(Extracted data entries)
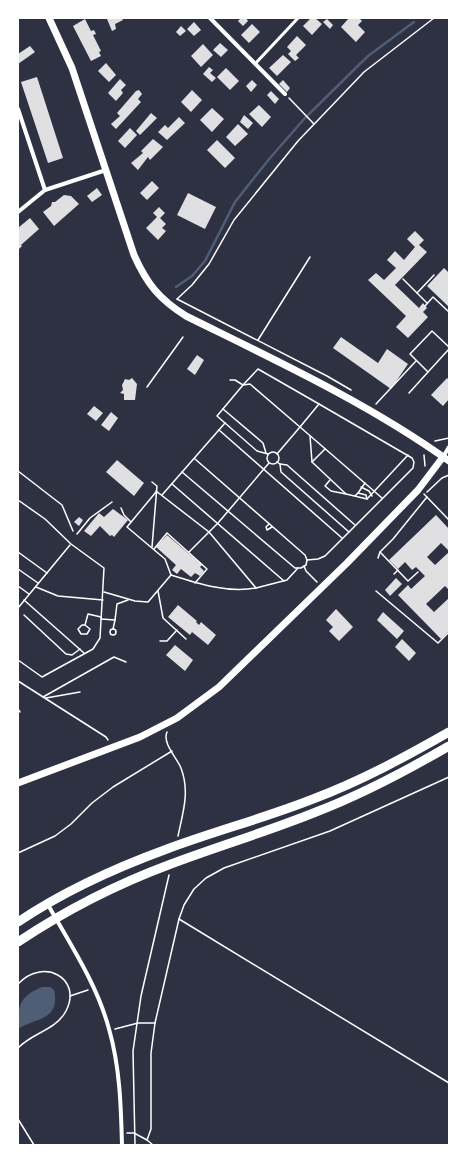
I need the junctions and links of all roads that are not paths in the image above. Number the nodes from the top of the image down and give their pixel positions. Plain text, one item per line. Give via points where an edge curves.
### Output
1 (49, 18) edge
2 (210, 18) edge
3 (298, 18) edge
4 (255, 64) junction
5 (285, 94) road end
6 (18, 109) edge
7 (106, 170) junction
8 (45, 190) junction
9 (18, 212) edge
10 (449, 447) edge
11 (446, 459) edge
12 (449, 732) edge
13 (449, 746) edge
14 (18, 783) edge
15 (47, 903) junction
16 (55, 918) junction
17 (18, 922) edge
18 (18, 942) edge
19 (122, 1145) edge

1 - 7 street via 72,68
2 - 4 street
3 - 4 lane
4 - 5 street
6 - 8 street
7 - 8 street
7 - 11 street via 134,255 144,276 169,306 326,386
8 - 9 street
10 - 11 street
11 - 14 street via 347,563 245,663 192,708 140,737
12 - 15 main road via 377,772 306,802 167,849 99,876
13 - 16 main road via 382,784 317,812 170,864 105,892
15 - 16 street
15 - 17 main road
16 - 18 main road
16 - 19 street via 94,988 110,1030 120,1094

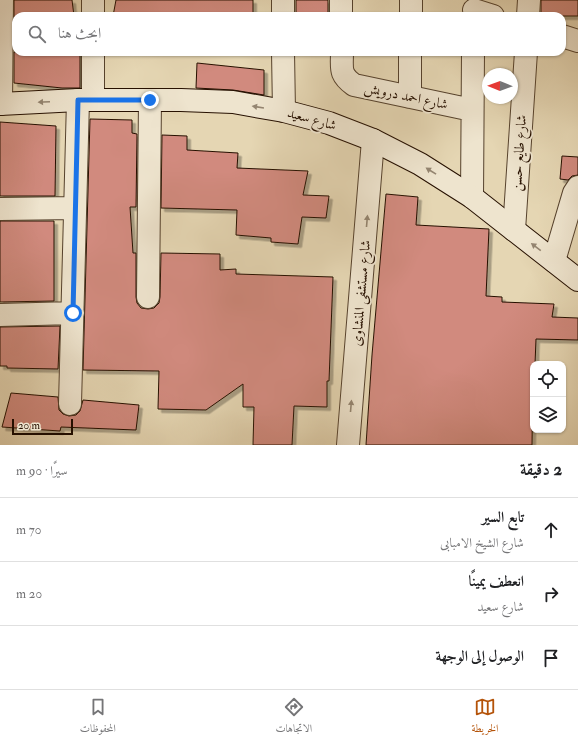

> Exercise details
Print every record above exactly as written, leaving out the pictures.

> Answer box
I need the junctions and links of all roads that are not paths in the image above. Number the nodes from the top of the image down and give their pixel positions. Plain text, one item per line. Give via points where an edge curves.
### Output
1 (49, 18) edge
2 (210, 18) edge
3 (298, 18) edge
4 (255, 64) junction
5 (285, 94) road end
6 (18, 109) edge
7 (106, 170) junction
8 (45, 190) junction
9 (18, 212) edge
10 (449, 447) edge
11 (446, 459) edge
12 (449, 732) edge
13 (449, 746) edge
14 (18, 783) edge
15 (47, 903) junction
16 (55, 918) junction
17 (18, 922) edge
18 (18, 942) edge
19 (122, 1145) edge

1 - 7 street via 72,68
2 - 4 street
3 - 4 lane
4 - 5 street
6 - 8 street
7 - 8 street
7 - 11 street via 134,255 144,276 169,306 326,386
8 - 9 street
10 - 11 street
11 - 14 street via 347,563 245,663 192,708 140,737
12 - 15 main road via 377,772 306,802 167,849 99,876
13 - 16 main road via 382,784 317,812 170,864 105,892
15 - 16 street
15 - 17 main road
16 - 18 main road
16 - 19 street via 94,988 110,1030 120,1094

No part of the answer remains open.